• Material provided
----------------

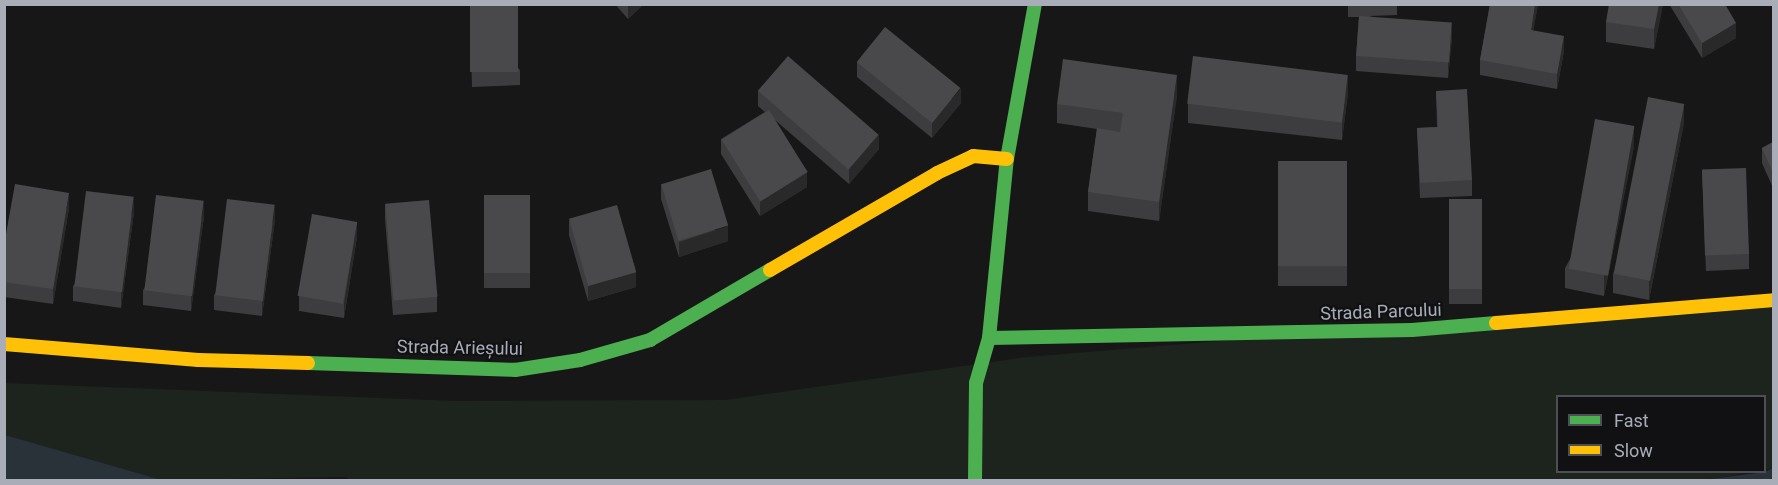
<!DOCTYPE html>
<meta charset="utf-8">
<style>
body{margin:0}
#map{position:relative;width:1778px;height:485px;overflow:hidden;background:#171717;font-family:Roboto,sans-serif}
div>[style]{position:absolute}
.green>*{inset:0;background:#1d241e}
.water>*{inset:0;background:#2a3239}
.fast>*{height:14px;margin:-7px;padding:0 7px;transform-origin:7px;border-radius:7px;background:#4caf50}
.slow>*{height:14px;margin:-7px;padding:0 7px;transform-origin:7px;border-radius:7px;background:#ffc107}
.wall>*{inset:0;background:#3d3d3f;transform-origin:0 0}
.shaded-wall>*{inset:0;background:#29292a}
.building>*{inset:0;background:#49494c;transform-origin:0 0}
span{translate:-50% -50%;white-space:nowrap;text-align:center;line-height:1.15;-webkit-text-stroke:4.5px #111113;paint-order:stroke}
.street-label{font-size:18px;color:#a8adb8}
.frame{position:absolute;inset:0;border:6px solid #a8adb8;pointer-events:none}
.legend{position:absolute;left:1556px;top:395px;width:210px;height:78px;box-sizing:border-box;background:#111113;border:2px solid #4d4f55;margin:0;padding:8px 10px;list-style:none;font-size:18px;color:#a8adb8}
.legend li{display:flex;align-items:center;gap:12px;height:30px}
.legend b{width:30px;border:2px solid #4d4f55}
</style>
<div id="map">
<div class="green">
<i style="clip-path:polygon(1773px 295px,1773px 468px,1765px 470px,1764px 396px,1558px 396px,1558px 472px,1754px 472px,1702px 480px,350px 480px,346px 477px,162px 480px,5px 435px,5px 383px,455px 401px,726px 400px,1027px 357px)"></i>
</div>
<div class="water">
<i style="clip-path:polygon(5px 435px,162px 480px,5px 480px)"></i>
<i style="clip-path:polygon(1773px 468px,1773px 480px,1702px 480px,1764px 472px)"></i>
</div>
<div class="fast">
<i style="left:989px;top:338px;width:423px;rotate:-1.1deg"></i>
<i style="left:1412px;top:330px;width:84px;rotate:-4.8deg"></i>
<i style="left:308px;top:363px;width:207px;rotate:1.9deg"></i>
<i style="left:515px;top:370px;width:66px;rotate:-8.7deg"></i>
<i style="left:580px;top:360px;width:73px;rotate:-15.9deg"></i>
<i style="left:650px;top:340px;width:139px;rotate:-30.3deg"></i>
<i style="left:975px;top:480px;width:97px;rotate:-89.4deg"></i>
<i style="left:976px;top:383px;width:47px;rotate:-73.9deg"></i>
<i style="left:989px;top:338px;width:180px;rotate:-84.3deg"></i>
<i style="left:1007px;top:159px;width:158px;rotate:-79.8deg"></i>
</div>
<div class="slow">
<i style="left:770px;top:270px;width:193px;rotate:-30.1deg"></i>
<i style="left:937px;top:173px;width:40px;rotate:-25deg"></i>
<i style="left:973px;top:156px;width:34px;rotate:5deg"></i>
<i style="left:1496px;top:323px;width:279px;rotate:-4.7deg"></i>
<i style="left:4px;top:344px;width:195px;rotate:4.7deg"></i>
<i style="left:198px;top:360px;width:110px;rotate:1.6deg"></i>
</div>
<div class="wall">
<i style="clip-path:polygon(615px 4px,644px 4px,628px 19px)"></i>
<i style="clip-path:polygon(1348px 4px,1397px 4px,1397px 15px,1369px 16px,1452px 37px,1448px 78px,1356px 71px,1356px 56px,1359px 17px,1348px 17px)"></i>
<i style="clip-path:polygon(1490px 4px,1538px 4px,1533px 31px,1564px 51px,1557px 89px,1480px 75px,1480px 60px)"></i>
<i style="clip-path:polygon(1663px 4px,1654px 49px,1606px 42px,1606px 22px)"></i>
<i style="clip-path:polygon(1669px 4px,1725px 4px,1736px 38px,1702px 58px)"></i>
<i style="clip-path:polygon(470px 19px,520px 70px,520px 85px,472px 87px)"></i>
<i style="clip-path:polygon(857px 62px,961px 103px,932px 138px,857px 77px)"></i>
<i style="clip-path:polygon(758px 91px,879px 149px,849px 184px,775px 120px,807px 187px,760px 216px,721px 154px,721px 139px,765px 112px,758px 106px)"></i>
<i style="clip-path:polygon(1436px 91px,1472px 180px,1472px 196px,1420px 198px,1417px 128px,1437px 127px)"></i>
<i style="clip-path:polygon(1348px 93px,1342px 140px,1188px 123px,1188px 104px)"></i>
<i style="clip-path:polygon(1177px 95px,1159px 221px,1088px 211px,1088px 192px,1097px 129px,1057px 123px,1057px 104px)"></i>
<i style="clip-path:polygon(1684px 123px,1649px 300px,1613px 293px,1613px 274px)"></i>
<i style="clip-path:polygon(1773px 142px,1773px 188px,1762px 163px,1762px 148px)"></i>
<i style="clip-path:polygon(1634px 146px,1604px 296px,1565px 288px,1565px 268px)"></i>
<i style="left:1278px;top:161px;width:69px;height:125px"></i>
<i style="clip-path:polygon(1702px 170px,1749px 254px,1749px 269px,1706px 271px)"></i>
<i style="clip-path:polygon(661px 184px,728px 241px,679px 257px,661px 199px)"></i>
<i style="left:530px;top:195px;width:93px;height:46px;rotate:90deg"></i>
<i style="left:1449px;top:199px;width:33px;height:105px"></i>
<i style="clip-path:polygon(385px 204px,437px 297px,437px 312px,393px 315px,385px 219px)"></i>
<i style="clip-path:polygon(69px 208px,53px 304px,4px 297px,4px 245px)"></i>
<i style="clip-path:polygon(134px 212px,121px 308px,73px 301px,73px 286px)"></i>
<i style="clip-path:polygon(204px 216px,191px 311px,143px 305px,143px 290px)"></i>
<i style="clip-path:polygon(275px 220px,262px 316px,214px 310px,214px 295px)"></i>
<i style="clip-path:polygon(569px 220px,636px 287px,588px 301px,569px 235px)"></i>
<i style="clip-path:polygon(357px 237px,344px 318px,299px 311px,299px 296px)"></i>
</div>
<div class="shaded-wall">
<i style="clip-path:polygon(628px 4px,644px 4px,628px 19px)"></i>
<i style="clip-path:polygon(1535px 4px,1538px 4px,1531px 45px,1531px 30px)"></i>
<i style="clip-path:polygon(1659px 4px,1663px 4px,1654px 49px,1654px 29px)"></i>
<i style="clip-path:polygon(1452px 22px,1452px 37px,1448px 78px,1448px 63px)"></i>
<i style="clip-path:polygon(1736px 23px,1736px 38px,1702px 58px,1702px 43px)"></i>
<i style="clip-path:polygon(1564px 36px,1564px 51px,1557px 89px,1557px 74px)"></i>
<i style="clip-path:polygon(1348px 74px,1348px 93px,1342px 140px,1342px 121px)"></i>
<i style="clip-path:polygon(1177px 75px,1177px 95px,1159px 221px,1159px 202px)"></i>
<i style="clip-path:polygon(961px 88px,961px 103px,932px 138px,932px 123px)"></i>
<i style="clip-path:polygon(1684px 104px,1684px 123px,1649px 300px,1649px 281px)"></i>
<i style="clip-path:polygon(1634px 126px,1634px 146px,1604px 296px,1604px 277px)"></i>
<i style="clip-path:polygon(879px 134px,879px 149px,849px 184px,849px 169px)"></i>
<i style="clip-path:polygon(807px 172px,807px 187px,760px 216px,760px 201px)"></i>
<i style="clip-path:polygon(69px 193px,69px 208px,53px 304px,53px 289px)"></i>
<i style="clip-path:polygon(134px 197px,134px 212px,121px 308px,121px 293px)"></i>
<i style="clip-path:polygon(204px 201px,204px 216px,191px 311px,191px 296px)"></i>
<i style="clip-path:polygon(275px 205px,275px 220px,262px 316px,262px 301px)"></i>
<i style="clip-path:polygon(357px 222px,357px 237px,344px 318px,344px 303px)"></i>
<i style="clip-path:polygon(728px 226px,728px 241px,679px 257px,679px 242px)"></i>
<i style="clip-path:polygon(636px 272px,636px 287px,588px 301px,588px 286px)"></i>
</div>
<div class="building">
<i style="left:470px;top:4px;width:48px;height:68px"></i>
<i style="clip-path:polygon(1490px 4px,1535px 4px,1531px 30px,1564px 36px,1557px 74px,1480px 60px)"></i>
<i style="clip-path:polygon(1609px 4px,1659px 4px,1654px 29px,1606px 22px)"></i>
<i style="clip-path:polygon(1678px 4px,1725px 4px,1736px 23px,1702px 43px)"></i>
<i style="left:1359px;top:16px;width:93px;height:40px;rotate:4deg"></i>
<i style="left:885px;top:27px;width:97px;height:45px;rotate:39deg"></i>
<i style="left:788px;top:56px;width:120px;height:46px;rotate:41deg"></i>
<i style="left:1193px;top:56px;width:156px;height:48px;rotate:7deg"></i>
<i style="clip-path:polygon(1063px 59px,1177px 75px,1159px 202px,1088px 192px,1097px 128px,1120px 132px,1123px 113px,1057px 104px)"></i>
<i style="clip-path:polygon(1467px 89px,1472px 180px,1420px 183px,1417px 128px,1438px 127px,1436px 91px)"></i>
<i style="left:1648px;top:97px;width:37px;height:180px;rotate:11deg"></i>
<i style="left:769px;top:110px;width:73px;height:56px;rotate:58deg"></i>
<i style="left:1595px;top:119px;width:40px;height:152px;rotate:10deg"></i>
<i style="clip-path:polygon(1773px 142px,1773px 173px,1762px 148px)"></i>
<i style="left:1278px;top:161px;width:69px;height:105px"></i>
<i style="left:1746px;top:168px;width:86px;height:44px;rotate:88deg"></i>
<i style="left:711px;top:169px;width:59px;height:52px;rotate:73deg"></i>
<i style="clip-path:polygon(15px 184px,69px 193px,53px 289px,4px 282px,4px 245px)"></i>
<i style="left:86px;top:191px;width:48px;height:96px;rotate:7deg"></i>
<i style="left:156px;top:195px;width:48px;height:96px;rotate:7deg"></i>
<i style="left:530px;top:195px;width:78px;height:46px;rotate:90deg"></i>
<i style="left:227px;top:199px;width:48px;height:97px;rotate:7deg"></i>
<i style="left:1449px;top:199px;width:33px;height:90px"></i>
<i style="left:429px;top:200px;width:97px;height:44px;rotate:85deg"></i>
<i style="left:617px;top:205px;width:70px;height:50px;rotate:74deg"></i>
<i style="left:312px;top:214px;width:46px;height:83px;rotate:10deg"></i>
</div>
<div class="street-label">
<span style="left:1381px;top:312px;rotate:-2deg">Strada Parcului</span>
<span style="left:460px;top:348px;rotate:1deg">Strada Arieșului</span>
</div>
<div class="frame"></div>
<ul class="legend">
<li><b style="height:8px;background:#4caf50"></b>Fast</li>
<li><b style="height:8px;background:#ffc107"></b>Slow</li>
</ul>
</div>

----------------

• What is expected
Locate the word "shaded" in the entries, and copy every line where it is found.

• Solution for this problem
.shaded-wall>*{inset:0;background:#29292a}
<div class="shaded-wall">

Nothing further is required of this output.